Task to complete. One number is the whole answer: the tally of lines in the records that include the word "BRACCIANESE".

----- Data for analysis

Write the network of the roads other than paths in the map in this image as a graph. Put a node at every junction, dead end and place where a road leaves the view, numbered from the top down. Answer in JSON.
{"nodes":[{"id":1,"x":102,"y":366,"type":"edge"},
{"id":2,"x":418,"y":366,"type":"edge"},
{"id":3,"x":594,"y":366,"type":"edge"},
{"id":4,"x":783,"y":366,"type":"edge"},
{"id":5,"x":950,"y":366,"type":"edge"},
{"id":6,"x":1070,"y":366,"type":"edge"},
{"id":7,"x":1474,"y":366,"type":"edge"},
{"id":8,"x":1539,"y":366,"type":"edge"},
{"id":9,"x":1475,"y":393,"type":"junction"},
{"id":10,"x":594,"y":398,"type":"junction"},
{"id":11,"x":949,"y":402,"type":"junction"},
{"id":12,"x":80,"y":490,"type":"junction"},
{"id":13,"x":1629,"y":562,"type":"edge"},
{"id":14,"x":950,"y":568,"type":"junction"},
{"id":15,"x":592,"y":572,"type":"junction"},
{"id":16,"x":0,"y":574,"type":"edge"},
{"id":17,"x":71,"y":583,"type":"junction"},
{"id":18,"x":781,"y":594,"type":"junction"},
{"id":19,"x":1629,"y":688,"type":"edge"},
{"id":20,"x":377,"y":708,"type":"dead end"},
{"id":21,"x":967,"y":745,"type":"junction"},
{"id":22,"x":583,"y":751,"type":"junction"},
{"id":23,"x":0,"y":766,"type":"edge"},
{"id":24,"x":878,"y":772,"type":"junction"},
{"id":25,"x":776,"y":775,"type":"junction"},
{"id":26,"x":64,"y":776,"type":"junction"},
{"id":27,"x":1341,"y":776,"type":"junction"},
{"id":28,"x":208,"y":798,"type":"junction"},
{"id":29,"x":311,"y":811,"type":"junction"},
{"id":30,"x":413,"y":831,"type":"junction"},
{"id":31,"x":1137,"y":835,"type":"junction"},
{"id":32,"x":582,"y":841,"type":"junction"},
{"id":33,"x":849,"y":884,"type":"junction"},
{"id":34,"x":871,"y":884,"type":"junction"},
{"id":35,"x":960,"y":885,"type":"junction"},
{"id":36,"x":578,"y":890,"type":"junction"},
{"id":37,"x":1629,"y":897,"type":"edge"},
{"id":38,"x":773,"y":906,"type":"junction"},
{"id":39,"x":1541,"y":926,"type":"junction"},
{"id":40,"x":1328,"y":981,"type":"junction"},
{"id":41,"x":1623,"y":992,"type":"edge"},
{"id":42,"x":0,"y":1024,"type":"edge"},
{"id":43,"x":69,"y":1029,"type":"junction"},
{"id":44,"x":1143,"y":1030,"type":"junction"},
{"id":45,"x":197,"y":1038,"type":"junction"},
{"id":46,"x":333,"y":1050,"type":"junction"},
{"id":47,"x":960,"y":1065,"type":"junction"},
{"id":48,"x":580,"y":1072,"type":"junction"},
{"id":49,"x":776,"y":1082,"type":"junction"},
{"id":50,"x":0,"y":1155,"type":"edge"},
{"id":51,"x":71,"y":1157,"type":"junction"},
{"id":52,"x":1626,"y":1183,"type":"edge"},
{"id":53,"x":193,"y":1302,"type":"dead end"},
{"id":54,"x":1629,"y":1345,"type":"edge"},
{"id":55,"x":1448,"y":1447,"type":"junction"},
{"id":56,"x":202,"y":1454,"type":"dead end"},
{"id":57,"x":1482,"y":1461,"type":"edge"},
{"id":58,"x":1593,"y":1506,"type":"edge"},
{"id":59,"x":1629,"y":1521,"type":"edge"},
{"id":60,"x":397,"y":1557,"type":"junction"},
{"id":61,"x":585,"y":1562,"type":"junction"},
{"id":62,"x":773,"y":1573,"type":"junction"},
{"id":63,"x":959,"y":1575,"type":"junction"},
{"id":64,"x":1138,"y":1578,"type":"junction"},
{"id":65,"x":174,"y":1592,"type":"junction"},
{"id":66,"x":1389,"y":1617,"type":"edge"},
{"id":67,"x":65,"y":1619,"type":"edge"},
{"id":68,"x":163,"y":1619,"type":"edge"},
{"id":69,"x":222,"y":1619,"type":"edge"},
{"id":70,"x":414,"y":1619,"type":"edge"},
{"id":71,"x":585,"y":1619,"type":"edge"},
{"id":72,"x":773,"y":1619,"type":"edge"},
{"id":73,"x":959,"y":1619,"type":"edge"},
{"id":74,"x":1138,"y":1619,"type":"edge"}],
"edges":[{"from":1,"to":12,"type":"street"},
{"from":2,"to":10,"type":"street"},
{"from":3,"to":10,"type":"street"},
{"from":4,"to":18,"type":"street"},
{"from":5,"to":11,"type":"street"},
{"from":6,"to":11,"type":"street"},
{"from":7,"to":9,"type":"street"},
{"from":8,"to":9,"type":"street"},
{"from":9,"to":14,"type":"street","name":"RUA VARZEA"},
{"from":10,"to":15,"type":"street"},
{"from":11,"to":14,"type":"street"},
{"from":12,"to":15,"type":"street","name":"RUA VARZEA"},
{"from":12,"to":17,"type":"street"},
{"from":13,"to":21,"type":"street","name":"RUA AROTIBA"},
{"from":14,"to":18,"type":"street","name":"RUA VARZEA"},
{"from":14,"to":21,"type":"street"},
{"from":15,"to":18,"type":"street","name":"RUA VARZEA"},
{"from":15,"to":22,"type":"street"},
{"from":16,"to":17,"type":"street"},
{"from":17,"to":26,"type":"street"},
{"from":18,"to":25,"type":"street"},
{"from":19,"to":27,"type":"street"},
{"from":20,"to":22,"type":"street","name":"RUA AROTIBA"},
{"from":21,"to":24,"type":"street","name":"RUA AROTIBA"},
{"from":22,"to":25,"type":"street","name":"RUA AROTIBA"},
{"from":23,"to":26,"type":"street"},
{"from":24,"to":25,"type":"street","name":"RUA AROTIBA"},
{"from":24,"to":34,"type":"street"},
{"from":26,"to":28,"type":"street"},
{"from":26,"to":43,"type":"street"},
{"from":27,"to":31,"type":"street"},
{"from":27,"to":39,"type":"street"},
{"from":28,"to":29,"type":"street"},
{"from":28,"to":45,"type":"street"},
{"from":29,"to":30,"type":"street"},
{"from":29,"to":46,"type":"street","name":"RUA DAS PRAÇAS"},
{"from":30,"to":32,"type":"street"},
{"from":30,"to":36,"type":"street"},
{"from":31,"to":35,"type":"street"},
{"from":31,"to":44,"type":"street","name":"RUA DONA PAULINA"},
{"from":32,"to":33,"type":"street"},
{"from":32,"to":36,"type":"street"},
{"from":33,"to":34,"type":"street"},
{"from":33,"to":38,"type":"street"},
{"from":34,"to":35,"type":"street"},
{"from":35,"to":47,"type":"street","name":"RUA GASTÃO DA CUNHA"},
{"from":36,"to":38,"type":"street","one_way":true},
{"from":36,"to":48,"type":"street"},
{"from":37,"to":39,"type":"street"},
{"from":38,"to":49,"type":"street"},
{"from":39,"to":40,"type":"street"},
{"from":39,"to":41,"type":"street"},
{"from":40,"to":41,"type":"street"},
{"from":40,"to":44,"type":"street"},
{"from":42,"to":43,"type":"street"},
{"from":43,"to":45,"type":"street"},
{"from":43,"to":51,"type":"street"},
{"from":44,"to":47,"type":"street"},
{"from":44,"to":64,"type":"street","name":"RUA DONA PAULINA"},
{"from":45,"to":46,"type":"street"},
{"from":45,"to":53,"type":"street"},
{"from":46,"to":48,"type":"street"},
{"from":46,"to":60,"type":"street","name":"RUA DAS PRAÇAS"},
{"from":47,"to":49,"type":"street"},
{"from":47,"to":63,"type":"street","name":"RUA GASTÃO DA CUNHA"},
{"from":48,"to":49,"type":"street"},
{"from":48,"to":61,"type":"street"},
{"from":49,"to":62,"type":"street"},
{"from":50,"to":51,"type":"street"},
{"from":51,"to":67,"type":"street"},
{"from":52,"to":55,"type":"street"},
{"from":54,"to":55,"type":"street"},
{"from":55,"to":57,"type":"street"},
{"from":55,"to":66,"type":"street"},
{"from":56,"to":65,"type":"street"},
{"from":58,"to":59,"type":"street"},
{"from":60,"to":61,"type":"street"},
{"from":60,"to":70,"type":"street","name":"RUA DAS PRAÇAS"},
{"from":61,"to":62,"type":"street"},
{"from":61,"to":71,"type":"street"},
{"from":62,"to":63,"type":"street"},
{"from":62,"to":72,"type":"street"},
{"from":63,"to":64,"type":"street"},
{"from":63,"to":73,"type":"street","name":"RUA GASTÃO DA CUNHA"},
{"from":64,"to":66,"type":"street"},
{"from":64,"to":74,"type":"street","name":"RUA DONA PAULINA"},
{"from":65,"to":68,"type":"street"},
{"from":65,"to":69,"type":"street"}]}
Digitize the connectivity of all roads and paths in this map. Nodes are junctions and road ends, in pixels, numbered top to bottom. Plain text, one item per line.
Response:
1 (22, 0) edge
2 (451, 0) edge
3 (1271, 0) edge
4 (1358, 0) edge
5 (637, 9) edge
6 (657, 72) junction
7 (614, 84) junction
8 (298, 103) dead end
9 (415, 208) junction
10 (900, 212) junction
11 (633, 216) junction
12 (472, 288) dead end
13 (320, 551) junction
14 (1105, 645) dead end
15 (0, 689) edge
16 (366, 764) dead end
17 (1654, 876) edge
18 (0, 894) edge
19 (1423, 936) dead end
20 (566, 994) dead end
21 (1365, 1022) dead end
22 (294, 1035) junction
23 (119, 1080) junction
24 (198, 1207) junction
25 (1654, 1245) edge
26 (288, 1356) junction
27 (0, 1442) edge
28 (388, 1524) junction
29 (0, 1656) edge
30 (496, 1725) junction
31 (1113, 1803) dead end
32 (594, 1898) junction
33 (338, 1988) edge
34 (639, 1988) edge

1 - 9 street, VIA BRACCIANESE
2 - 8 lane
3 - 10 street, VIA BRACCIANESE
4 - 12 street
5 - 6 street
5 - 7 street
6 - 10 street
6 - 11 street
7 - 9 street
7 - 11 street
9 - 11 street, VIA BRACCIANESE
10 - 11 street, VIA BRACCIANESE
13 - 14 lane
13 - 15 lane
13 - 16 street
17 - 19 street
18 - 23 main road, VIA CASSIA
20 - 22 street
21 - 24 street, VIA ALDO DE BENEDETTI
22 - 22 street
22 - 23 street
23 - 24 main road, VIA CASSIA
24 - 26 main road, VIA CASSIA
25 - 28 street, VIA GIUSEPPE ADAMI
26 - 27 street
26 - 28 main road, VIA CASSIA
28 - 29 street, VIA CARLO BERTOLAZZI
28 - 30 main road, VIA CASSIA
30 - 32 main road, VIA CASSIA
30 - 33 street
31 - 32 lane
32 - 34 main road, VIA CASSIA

----------

Exercise answer. 4